4 hours ago, pengbuzz said:

The fans are the ones who are getting burned here, as I stated previously. Apparently, the showrunners are so in love with their failing/ failed concept that they can see nothing but that concept. At this rate, once they cancel DSC, they may as well leave Star Trek to lie fallow for a couple of decades or so.

I mean, yeah... if that big blowup on the normally tame official Star Trek subreddit is anything to go by, even the fans who liked Discovery are rapidly tiring of it.

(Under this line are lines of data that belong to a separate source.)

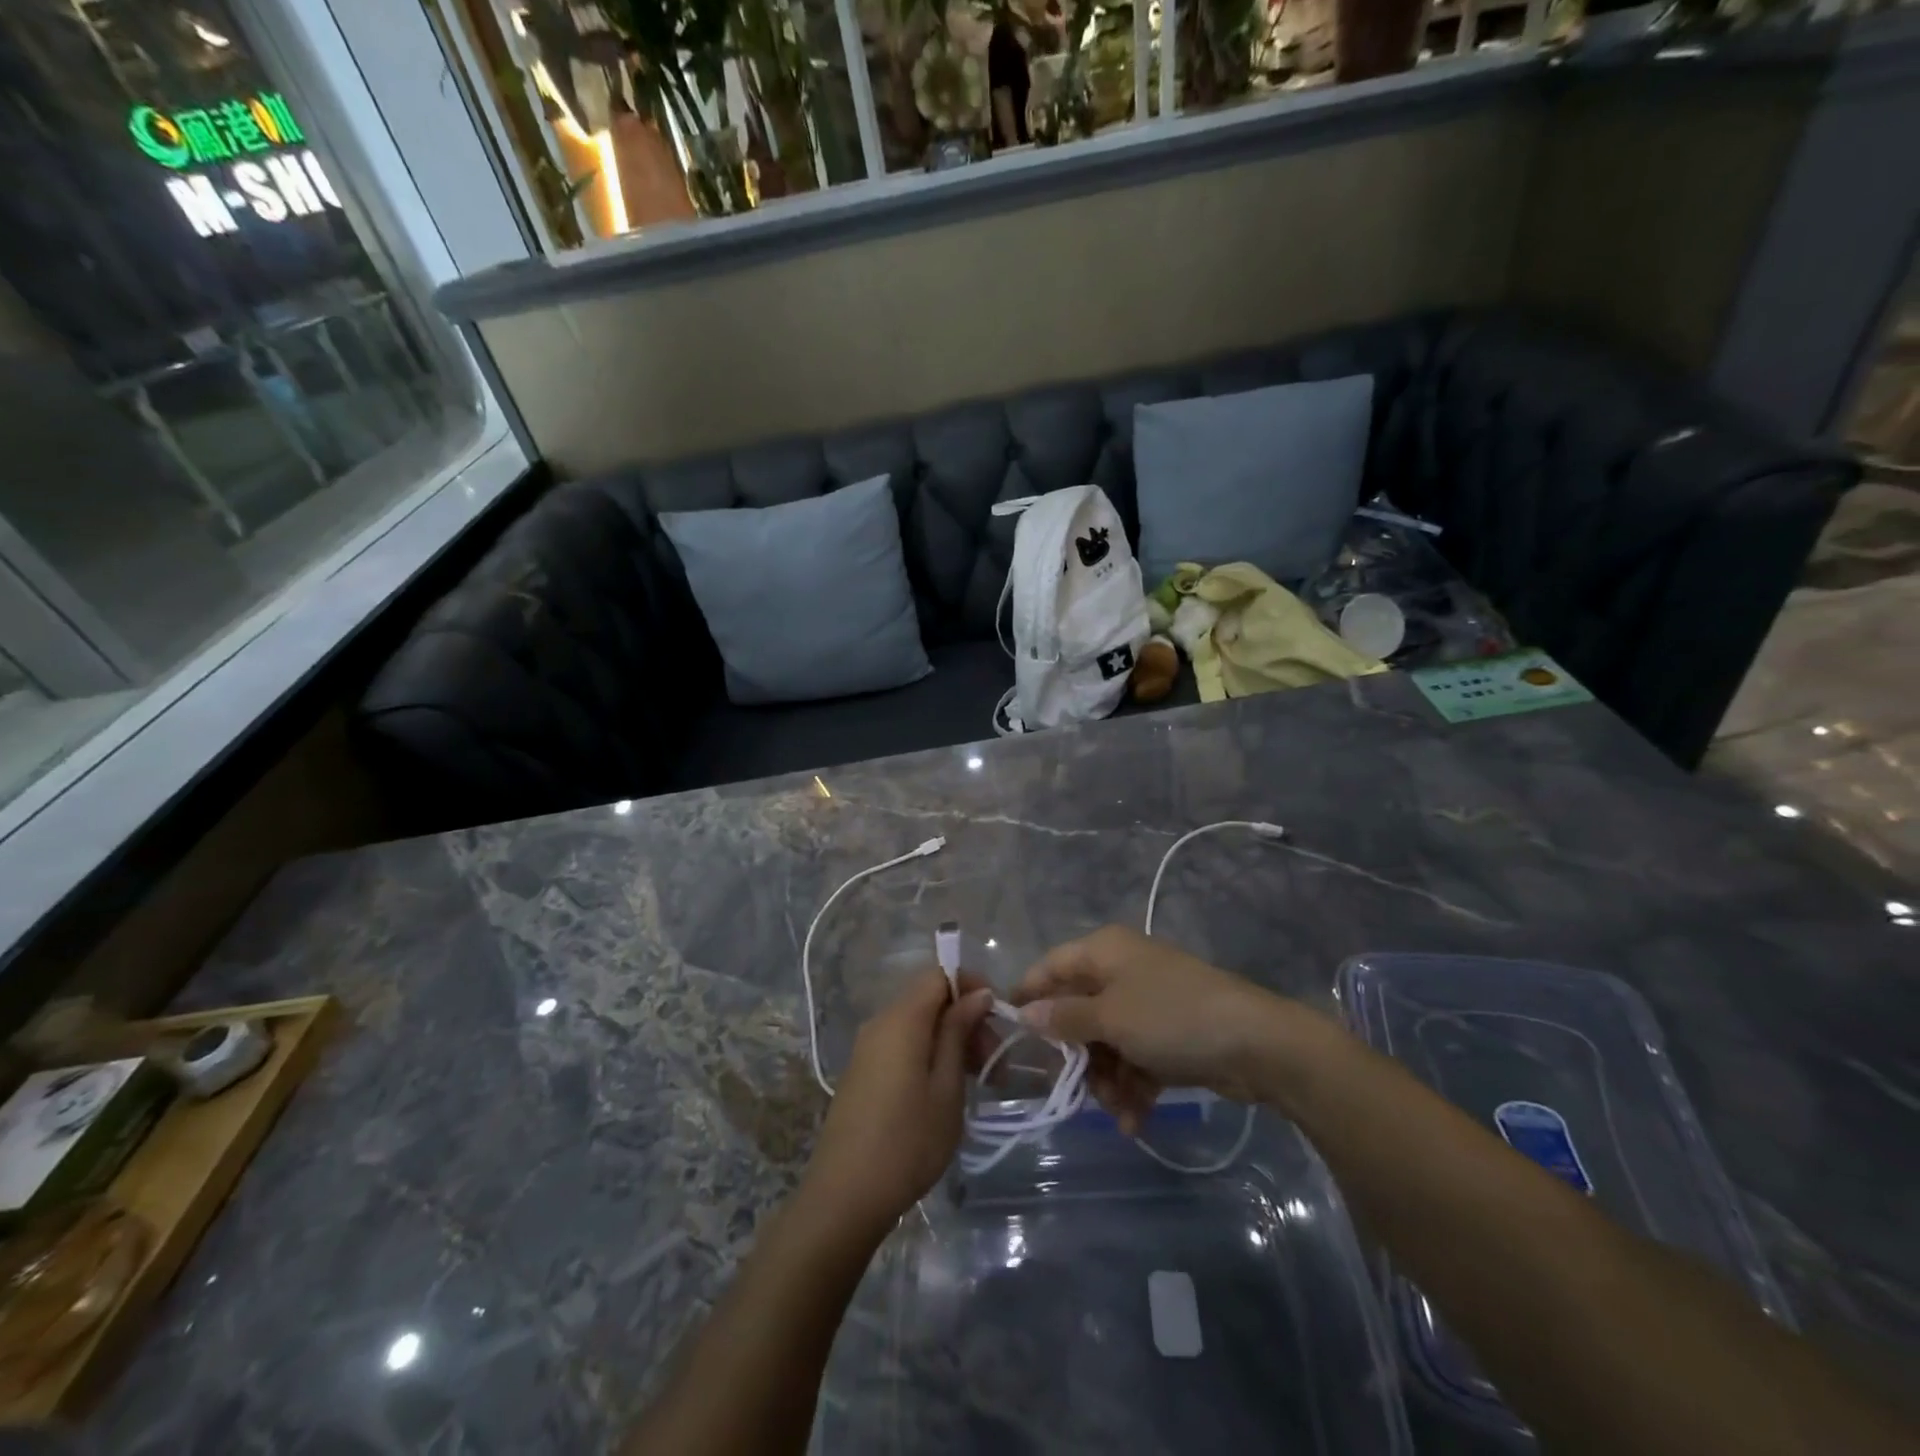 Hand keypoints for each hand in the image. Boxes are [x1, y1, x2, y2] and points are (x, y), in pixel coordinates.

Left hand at [801, 970, 993, 1235]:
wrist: (844, 1196)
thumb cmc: (907, 1142)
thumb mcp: (946, 1087)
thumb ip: (958, 1032)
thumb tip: (976, 994)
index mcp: (902, 1018)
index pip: (939, 973)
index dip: (972, 985)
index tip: (998, 1018)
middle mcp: (880, 1021)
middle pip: (929, 998)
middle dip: (966, 1018)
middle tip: (994, 1062)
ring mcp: (867, 1046)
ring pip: (917, 1022)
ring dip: (950, 1038)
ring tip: (978, 1079)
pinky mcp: (863, 1069)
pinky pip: (902, 1042)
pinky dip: (929, 1052)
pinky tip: (946, 1089)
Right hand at [1013, 925, 1332, 1129]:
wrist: (1257, 1044)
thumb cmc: (1172, 1017)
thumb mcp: (1111, 1017)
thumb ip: (1065, 1017)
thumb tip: (1025, 1013)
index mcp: (1104, 952)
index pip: (1050, 967)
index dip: (1028, 996)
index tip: (1010, 1034)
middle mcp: (1122, 970)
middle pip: (1078, 1011)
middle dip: (1076, 1055)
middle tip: (1072, 1088)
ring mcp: (1147, 1003)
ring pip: (1106, 1041)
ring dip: (1105, 1079)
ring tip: (1117, 1110)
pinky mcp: (1169, 1034)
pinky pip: (1134, 1058)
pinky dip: (1132, 1087)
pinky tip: (1135, 1121) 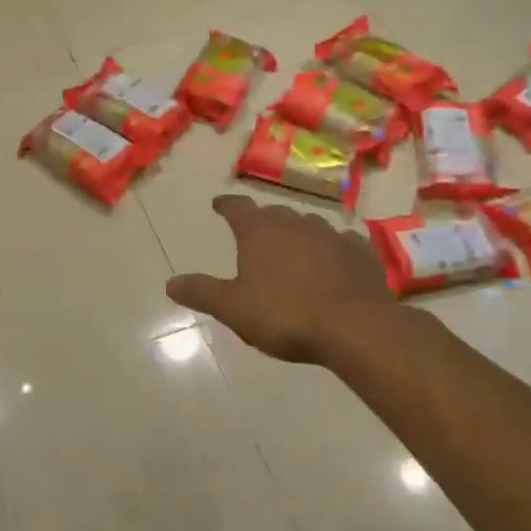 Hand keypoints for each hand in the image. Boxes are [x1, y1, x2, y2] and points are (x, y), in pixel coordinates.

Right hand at [167, 195, 390, 363]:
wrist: (356, 327)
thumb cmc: (286, 315)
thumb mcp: (234, 309)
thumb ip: (202, 292)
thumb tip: (170, 283)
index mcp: (260, 232)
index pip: (237, 207)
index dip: (226, 205)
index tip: (219, 204)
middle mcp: (295, 224)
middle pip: (273, 214)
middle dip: (262, 221)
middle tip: (255, 232)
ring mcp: (331, 235)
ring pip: (308, 225)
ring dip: (297, 233)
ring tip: (291, 248)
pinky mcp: (361, 252)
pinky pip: (341, 242)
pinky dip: (332, 248)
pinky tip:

I have to wonder how much actual faith the showrunners have in their concept these days.  Strange New Worlds was more or less an admission of defeat, trying to move the franchise back towards its traditional format in the hopes of recovering the fanbase the franchise had lost.  It's been indicated by Netflix that CBS is unwilling to let the series die because they're upside-down hundreds of millions of dollars on its development still after planning for a seven season run.

 

 

3 hours ago, Thom said:

Well, if Strange New Worlds doesn't come about, then I'd probably stop watching STD... Pike and Co were a big part of what made season 2 of Discovery so interesting.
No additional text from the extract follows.